#### ACTIVITY
Where a line in the listing below holds the word "Ələkbər", count that line; give the total alone.

#### DATA SHOWN
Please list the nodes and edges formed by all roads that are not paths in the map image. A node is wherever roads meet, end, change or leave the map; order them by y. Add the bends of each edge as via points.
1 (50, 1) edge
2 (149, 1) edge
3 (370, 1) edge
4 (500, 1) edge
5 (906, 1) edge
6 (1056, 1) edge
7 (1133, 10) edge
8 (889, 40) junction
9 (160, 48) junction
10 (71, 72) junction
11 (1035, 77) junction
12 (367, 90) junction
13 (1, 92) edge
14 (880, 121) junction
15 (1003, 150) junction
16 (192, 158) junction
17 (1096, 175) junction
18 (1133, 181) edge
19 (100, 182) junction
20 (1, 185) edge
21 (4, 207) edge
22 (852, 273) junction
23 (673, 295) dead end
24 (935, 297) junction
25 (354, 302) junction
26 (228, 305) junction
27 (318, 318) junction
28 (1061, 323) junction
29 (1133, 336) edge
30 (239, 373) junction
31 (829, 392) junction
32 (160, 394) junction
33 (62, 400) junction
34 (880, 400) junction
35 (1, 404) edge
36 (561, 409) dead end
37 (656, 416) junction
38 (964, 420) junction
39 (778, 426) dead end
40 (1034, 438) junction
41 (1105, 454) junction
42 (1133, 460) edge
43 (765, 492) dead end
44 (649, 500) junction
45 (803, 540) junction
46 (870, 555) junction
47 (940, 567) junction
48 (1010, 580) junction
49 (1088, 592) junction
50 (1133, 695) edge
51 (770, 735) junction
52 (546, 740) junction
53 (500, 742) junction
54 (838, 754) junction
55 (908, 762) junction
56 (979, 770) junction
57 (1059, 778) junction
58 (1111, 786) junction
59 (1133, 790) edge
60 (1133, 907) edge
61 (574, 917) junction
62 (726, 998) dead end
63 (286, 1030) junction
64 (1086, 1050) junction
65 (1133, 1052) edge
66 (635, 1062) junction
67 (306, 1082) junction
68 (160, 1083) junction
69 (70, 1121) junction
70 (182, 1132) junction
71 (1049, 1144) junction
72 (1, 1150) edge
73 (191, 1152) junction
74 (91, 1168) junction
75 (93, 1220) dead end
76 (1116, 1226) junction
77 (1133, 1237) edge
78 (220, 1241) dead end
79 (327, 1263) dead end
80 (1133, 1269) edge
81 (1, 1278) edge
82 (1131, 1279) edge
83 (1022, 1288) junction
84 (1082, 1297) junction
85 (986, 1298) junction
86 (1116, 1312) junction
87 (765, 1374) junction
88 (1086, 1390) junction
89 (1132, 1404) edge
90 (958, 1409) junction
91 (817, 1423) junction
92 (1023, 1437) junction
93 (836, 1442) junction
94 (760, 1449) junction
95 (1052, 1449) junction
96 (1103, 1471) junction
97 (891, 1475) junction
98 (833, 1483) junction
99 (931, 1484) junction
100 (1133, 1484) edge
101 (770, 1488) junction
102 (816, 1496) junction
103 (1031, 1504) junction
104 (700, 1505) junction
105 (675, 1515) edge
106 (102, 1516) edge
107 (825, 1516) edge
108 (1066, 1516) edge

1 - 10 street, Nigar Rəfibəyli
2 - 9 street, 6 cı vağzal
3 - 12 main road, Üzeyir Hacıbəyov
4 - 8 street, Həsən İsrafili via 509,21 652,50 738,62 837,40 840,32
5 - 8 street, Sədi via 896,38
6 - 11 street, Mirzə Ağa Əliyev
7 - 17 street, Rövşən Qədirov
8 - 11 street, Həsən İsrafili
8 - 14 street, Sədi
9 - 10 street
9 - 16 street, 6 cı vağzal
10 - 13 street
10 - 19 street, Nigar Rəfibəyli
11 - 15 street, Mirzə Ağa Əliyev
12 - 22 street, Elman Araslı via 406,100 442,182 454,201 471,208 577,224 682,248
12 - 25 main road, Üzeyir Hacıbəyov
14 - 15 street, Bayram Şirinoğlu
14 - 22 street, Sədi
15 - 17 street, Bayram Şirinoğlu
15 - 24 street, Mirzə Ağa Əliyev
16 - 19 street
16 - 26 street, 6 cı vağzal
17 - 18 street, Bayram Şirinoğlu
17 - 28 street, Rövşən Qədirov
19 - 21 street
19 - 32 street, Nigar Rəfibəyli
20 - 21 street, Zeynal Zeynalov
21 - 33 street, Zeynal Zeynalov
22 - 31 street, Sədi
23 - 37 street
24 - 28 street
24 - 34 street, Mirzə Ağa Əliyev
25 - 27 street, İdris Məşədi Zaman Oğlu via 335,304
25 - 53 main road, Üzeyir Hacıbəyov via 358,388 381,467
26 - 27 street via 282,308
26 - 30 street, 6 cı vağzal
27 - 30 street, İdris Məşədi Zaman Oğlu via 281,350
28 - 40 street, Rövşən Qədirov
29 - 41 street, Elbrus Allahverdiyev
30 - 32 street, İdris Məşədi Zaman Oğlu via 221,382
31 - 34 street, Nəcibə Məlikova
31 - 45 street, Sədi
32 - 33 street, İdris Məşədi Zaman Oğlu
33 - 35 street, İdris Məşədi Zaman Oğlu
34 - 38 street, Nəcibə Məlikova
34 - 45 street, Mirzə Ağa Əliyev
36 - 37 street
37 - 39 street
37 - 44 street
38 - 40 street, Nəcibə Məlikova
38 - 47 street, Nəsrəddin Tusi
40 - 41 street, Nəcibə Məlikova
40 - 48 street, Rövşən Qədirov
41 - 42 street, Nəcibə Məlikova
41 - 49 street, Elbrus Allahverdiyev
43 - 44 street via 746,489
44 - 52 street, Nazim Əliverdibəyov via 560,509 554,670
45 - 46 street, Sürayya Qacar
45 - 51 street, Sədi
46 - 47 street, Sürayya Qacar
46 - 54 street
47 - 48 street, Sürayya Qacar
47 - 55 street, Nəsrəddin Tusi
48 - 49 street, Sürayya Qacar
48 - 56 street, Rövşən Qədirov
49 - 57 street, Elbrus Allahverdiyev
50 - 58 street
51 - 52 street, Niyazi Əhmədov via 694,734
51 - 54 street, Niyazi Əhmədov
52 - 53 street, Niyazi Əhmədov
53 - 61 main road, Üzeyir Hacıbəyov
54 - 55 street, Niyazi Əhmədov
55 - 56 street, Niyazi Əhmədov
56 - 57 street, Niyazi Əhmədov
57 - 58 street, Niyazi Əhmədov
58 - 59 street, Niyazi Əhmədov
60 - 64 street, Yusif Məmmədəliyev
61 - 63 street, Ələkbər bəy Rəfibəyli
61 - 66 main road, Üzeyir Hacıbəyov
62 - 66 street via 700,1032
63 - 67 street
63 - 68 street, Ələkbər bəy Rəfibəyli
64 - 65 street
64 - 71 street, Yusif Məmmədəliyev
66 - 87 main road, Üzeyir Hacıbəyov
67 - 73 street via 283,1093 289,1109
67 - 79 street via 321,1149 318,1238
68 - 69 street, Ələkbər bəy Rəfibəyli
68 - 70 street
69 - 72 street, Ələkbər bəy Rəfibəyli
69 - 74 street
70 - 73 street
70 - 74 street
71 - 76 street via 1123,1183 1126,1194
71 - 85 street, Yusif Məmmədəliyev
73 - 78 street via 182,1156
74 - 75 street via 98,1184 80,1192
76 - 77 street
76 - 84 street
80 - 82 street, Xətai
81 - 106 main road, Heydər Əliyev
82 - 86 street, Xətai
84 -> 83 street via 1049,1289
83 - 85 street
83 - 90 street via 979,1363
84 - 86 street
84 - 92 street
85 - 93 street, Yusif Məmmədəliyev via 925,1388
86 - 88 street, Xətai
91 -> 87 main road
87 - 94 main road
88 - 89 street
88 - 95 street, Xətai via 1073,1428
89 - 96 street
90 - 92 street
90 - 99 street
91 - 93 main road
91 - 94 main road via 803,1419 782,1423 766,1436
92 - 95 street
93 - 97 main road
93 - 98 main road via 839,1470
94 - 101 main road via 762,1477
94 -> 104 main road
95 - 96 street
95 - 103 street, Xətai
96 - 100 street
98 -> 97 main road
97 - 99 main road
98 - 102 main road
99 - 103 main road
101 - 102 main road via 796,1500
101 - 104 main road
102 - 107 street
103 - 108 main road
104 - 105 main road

#### OUTPUT FOR THIS TASK
4